Zipp 30 Course DB wheelset review£800.00

Disc-friendly alloy hoops

BikeRadar score4/5

Although best known for its deep carbon rims and disc wheels, Zipp has produced a number of alloy wheels over the years. The latest 30 Course is available for rim or disc brakes, and in clincher or tubular rim versions – we’ve tested the tubular disc model.

Manufacturers' claimed wheel weights are usually optimistic, but our wheels hit the combined 1615g total exactly – the clincher version is 1650g.
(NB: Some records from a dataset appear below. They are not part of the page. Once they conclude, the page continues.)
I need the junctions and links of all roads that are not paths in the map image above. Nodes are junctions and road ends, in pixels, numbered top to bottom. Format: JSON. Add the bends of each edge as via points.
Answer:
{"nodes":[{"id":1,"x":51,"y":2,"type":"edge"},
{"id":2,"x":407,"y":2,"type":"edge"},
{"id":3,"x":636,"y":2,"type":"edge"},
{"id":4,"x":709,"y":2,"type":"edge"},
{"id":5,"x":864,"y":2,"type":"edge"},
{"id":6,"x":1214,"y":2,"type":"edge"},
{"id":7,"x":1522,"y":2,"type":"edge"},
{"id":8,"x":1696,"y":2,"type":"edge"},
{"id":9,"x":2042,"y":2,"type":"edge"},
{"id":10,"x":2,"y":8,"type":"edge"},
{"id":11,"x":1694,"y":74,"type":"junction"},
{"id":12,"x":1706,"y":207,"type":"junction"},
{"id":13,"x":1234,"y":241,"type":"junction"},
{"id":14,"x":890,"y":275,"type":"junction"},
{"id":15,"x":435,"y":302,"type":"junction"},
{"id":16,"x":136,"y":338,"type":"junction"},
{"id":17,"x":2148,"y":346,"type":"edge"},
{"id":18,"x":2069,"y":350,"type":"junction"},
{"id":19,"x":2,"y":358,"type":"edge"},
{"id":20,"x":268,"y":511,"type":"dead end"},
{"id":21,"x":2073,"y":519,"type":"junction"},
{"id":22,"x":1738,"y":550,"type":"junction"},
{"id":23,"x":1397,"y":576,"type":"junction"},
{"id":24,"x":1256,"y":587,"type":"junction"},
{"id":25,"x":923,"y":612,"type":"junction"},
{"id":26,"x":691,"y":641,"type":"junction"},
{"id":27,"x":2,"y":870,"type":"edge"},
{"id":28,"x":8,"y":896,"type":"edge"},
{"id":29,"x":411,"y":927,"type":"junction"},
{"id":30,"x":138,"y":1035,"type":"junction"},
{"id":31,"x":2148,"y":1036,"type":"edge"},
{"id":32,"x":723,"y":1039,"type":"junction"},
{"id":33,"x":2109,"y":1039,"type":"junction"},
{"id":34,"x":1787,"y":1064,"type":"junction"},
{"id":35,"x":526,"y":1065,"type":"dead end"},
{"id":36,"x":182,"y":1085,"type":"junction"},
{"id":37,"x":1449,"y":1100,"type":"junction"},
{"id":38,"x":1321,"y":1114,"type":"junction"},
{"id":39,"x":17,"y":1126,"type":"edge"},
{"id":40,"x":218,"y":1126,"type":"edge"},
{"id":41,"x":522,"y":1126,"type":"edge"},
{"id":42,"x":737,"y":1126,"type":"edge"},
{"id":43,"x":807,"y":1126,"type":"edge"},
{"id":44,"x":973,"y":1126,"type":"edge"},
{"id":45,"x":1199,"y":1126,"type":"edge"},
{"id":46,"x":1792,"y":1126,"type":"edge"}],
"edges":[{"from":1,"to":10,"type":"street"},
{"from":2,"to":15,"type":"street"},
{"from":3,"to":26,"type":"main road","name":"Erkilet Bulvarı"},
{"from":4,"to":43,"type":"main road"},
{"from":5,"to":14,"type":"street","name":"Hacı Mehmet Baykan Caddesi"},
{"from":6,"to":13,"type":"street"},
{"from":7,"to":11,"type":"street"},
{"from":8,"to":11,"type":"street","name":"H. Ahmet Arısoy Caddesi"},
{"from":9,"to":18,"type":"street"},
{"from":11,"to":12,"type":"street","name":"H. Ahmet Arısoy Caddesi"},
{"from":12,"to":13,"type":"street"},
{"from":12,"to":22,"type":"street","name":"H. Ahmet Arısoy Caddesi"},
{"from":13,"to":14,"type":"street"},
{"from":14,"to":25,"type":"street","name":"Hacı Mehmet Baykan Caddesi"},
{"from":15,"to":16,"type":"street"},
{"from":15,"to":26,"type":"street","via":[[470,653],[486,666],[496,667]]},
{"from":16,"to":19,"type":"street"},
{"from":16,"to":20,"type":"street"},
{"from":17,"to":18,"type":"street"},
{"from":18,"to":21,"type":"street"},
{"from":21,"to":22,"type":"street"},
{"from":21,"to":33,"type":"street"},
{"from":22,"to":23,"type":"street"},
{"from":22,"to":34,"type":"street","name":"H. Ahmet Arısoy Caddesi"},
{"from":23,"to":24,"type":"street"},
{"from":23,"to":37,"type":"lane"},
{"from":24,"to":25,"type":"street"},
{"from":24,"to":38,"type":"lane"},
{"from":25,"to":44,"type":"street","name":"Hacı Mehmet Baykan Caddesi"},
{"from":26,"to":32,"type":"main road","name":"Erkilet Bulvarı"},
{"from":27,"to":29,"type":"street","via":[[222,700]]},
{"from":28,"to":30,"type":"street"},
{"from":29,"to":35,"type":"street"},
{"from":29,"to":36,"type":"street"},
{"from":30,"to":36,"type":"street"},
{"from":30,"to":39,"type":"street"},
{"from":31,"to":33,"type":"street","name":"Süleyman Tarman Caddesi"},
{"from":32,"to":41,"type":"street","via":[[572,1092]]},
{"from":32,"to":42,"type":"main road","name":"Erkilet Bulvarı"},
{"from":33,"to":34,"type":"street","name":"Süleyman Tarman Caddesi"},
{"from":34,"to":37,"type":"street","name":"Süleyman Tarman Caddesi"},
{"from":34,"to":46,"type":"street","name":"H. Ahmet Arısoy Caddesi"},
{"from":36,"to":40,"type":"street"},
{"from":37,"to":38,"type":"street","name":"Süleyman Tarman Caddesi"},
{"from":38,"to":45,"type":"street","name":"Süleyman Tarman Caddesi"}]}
The ergonomically curved and helpfully long alloy quick-release skewers, with alloy nuts and brass seats, are superb quality and add just 88g.

For all-round compatibility, Zipp supplies the wheelset with end caps that can be changed by hand to work with 12mm or 15mm front, and 12x135mm or 12x142mm rear thru-axles.

The 30 Course rims are 25mm wide and 26mm deep, making them shallower than Zipp’s feathery 202 Firecrest rim while borrowing some of that model’s low-drag and aerodynamically stable design. They’re laced with 24 Sapim CX Ray spokes to Zipp’s newest and most advanced disc hubs.

The 77/177D hubs have factory set bearing preload, removing the need to adjust it yourself, plus 17mm axles and a straight-pull flange layout to create a stiff and strong wheelset. If you’re after epic gearing, the 177D hub accepts the XD Driver freehub body, allowing use of SRAM’s 10-42 cassette.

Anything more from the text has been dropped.